Last Friday, we took Buddy to the National Skin Centre to see a specialist, Professor Yoke Chin GIAM. She is recommended by a parishioner from our previous church, and I was told the good doctor is an expert on eczema. Both parishioner and her toddler son are sufferers and sought consultation with the professor.
As is expected with public healthcare institution, even though there is an appointment system, there is still quite a wait.
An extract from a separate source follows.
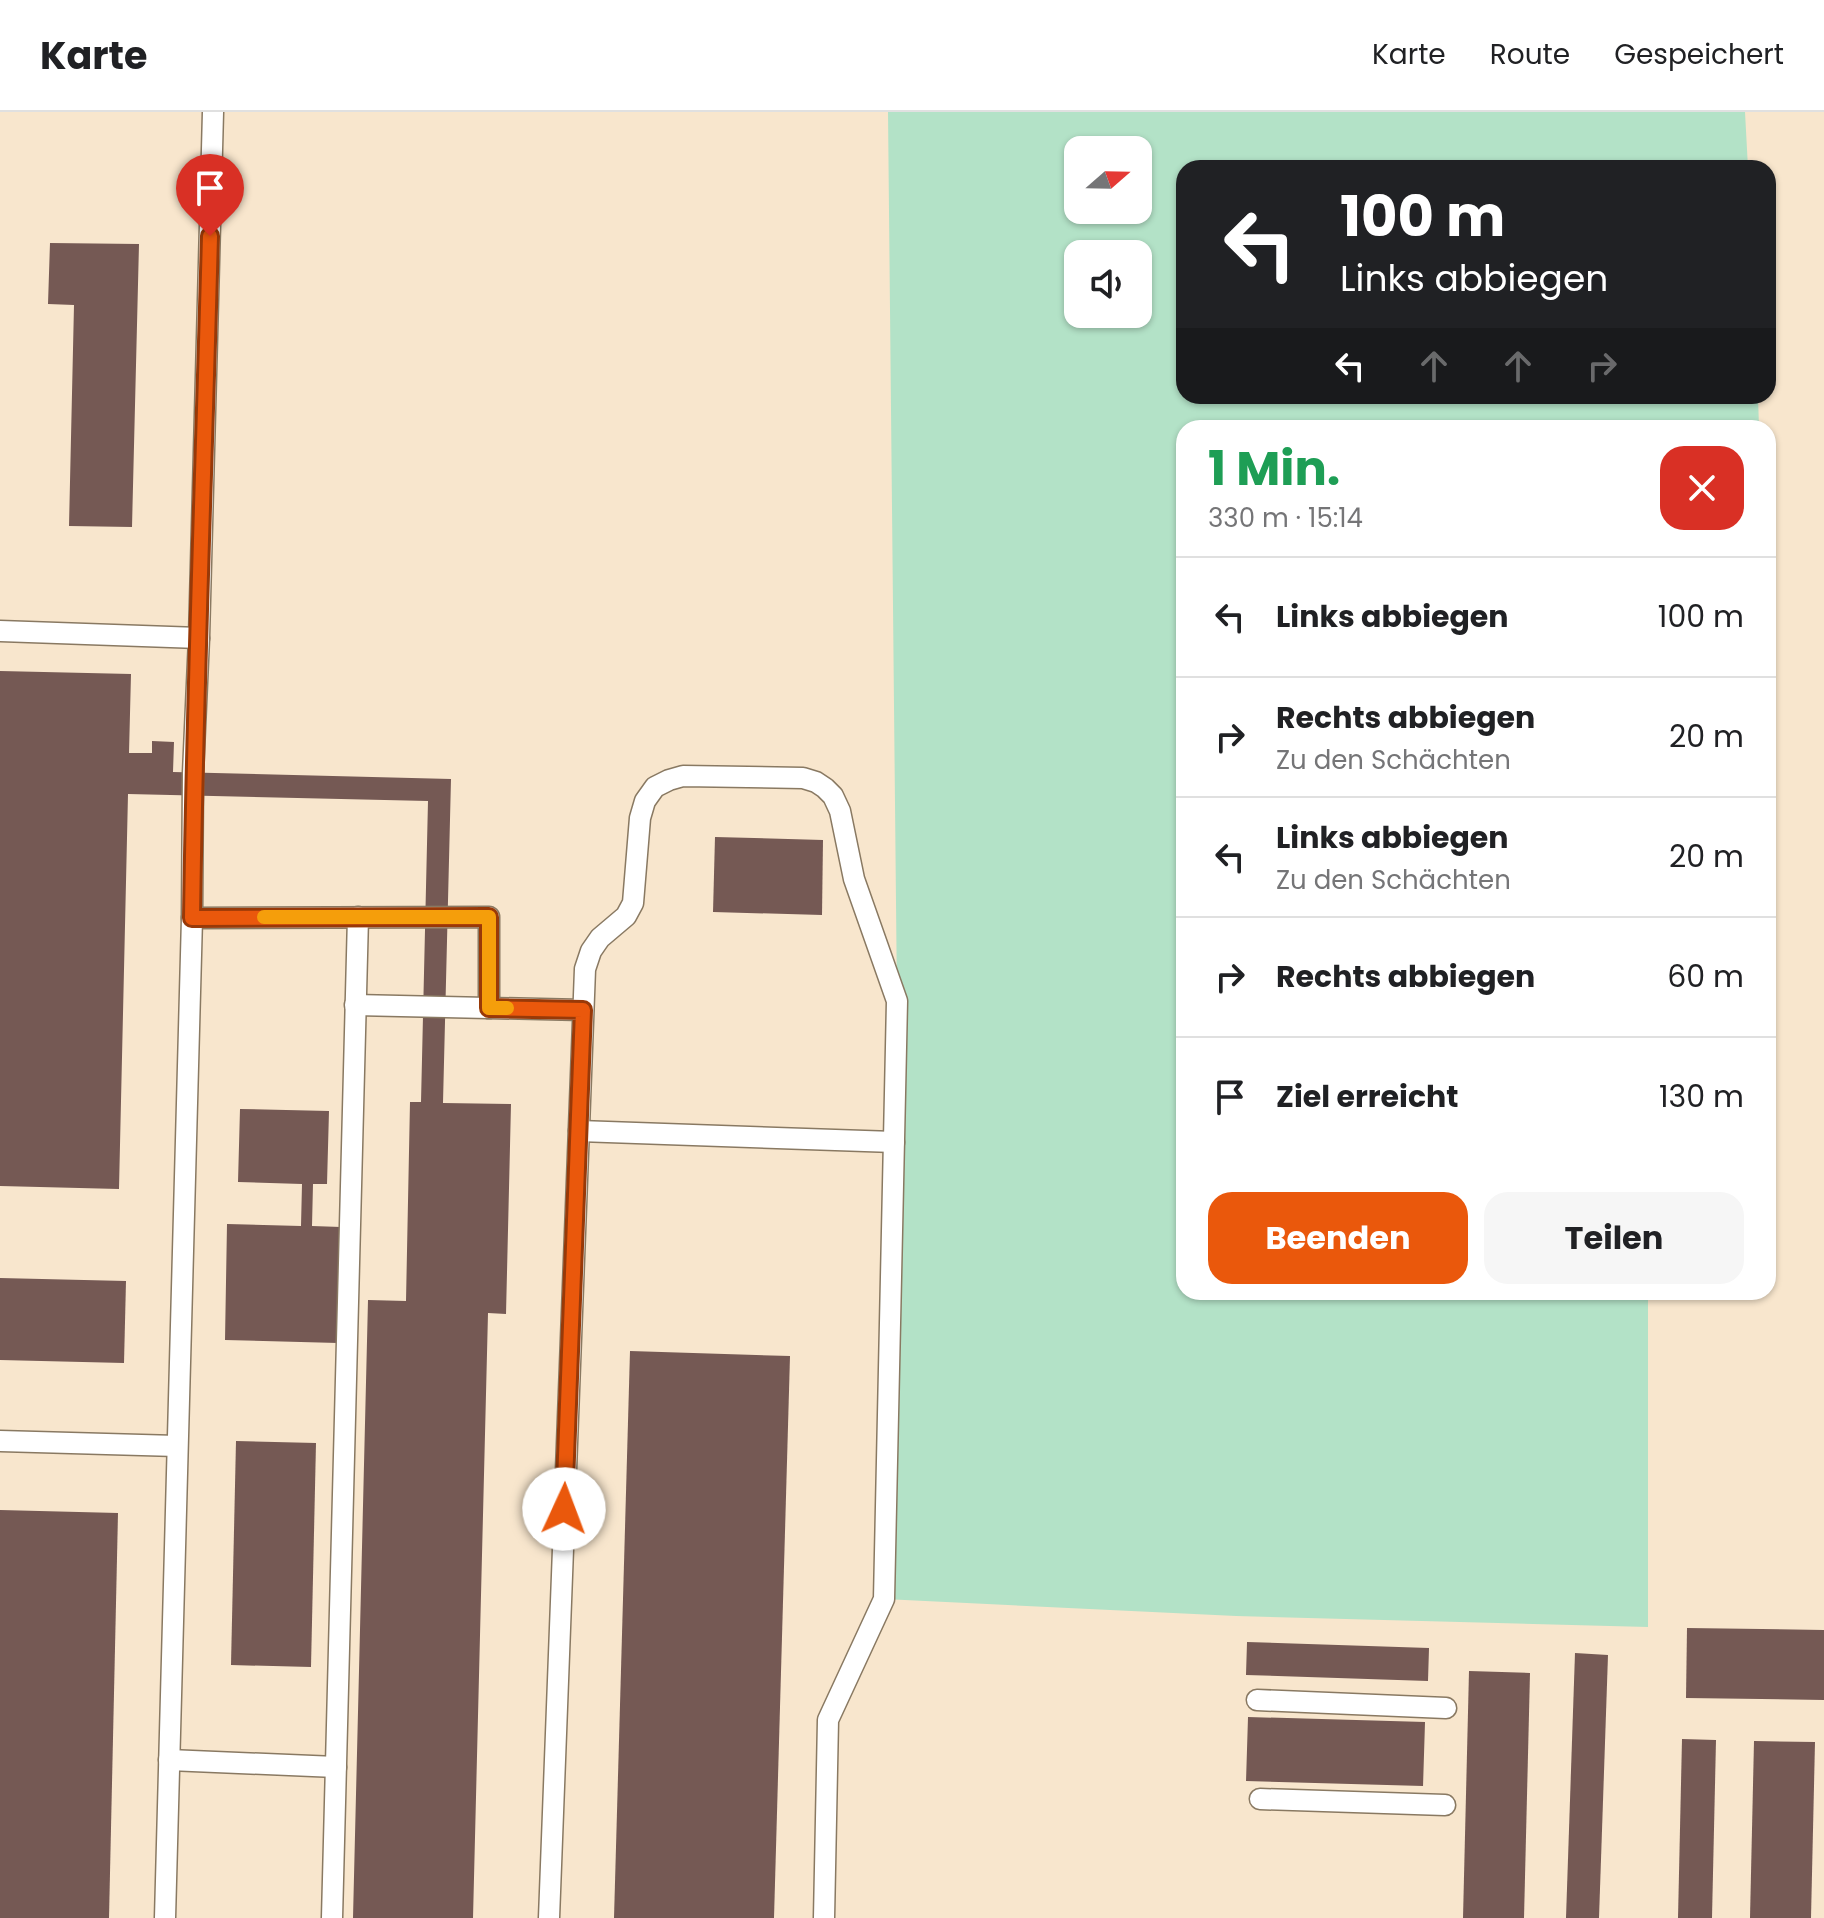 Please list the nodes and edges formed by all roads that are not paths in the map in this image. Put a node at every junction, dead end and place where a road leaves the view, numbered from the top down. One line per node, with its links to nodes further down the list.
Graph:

It wasn’t as bad as the wait-time at Loh’s clinic, but it still took us slightly more than an hour. The prof is a motherly elderly-looking lady, who impresses with her knowledge and experience, and amuses my husband with her old English vocabulary. Upon seeing Buddy, she remarked, “what a bonny boy!” My husband later quipped, “I wonder if she knew Charles Dickens personally.”
When I showed the good professor the steroid cream prescribed by Dr OK, she told us that it is only suitable for baby 5 months and below, and is too mild to be effective for Buddy’s eczema problem. She prescribed a slightly stronger steroid cream to be used for a few days and a non-steroid one for use when we see improvements. It was a relief for us when we were told that Buddy’s skin problem is not very serious. She also said that by puberty, 80% of children, who contracted eczema at baby stage, would have gotten over it. What’s surprising to us is that the rashes on Buddy’s arm and leg creases are actually eczema, and not fungal infection as what Dr OK thought. No wonder after we stopped the fungal cream, the rash returns.
We were even given a flyer showing a treatment flow-chart. My husband couldn’t help saying that he never felt so clear about what to do. I showed the professor the super duper rescue lotion from Buds for Baby. She checked out the ingredients under the magnifying glass and commented that some of the ingredients have similar properties to steroid but milder. This explains why the lotion works to a certain extent. I know I have mentioned before that I thought the Physiogel AI lotion is not very effective, but the prof told us to continue using it because it helps to repair the skin. Since it’s only to be used twice a day, we’ll apply the rescue lotion on Buddy at other times.
As per our usual practice, we have to give the prof a nickname. She is so motherly that I feel like a kid in front of her. My husband and I were brainstorming for some catchy names, “Mother hen”, “Prof Mama”. In the end, he suggested “Mamacita”? He said it was Mexican for ‘little mama’. I thought that was pretty cool. But after I goggled it, I found that it’s a Spanish slang for a hot chick. Now, no offense to the good prof, but she’s no spring chicken, and definitely no hottie. I thought we should call her “Madrecita”, a term of endearment and respect for an elderly lady. But my husband feels “Mamacita” is more catchy, which is true.
After a few days of applying both the steroid and non-steroid cream, Buddy’s eczema problem has improved tremendously, and is almost gone. So now we know that when it comes to skin problem, you should go see a skin expert like Prof Mamacita, who’s now the miracle worker. Dr OK is, after all, an expert in babies and young children, not dermatology. Anyway whenever “Mamacita” is mentioned, I’ll be reminded of this Christmas song ‘Donde Esta Santa Claus’ (Where is Santa Claus).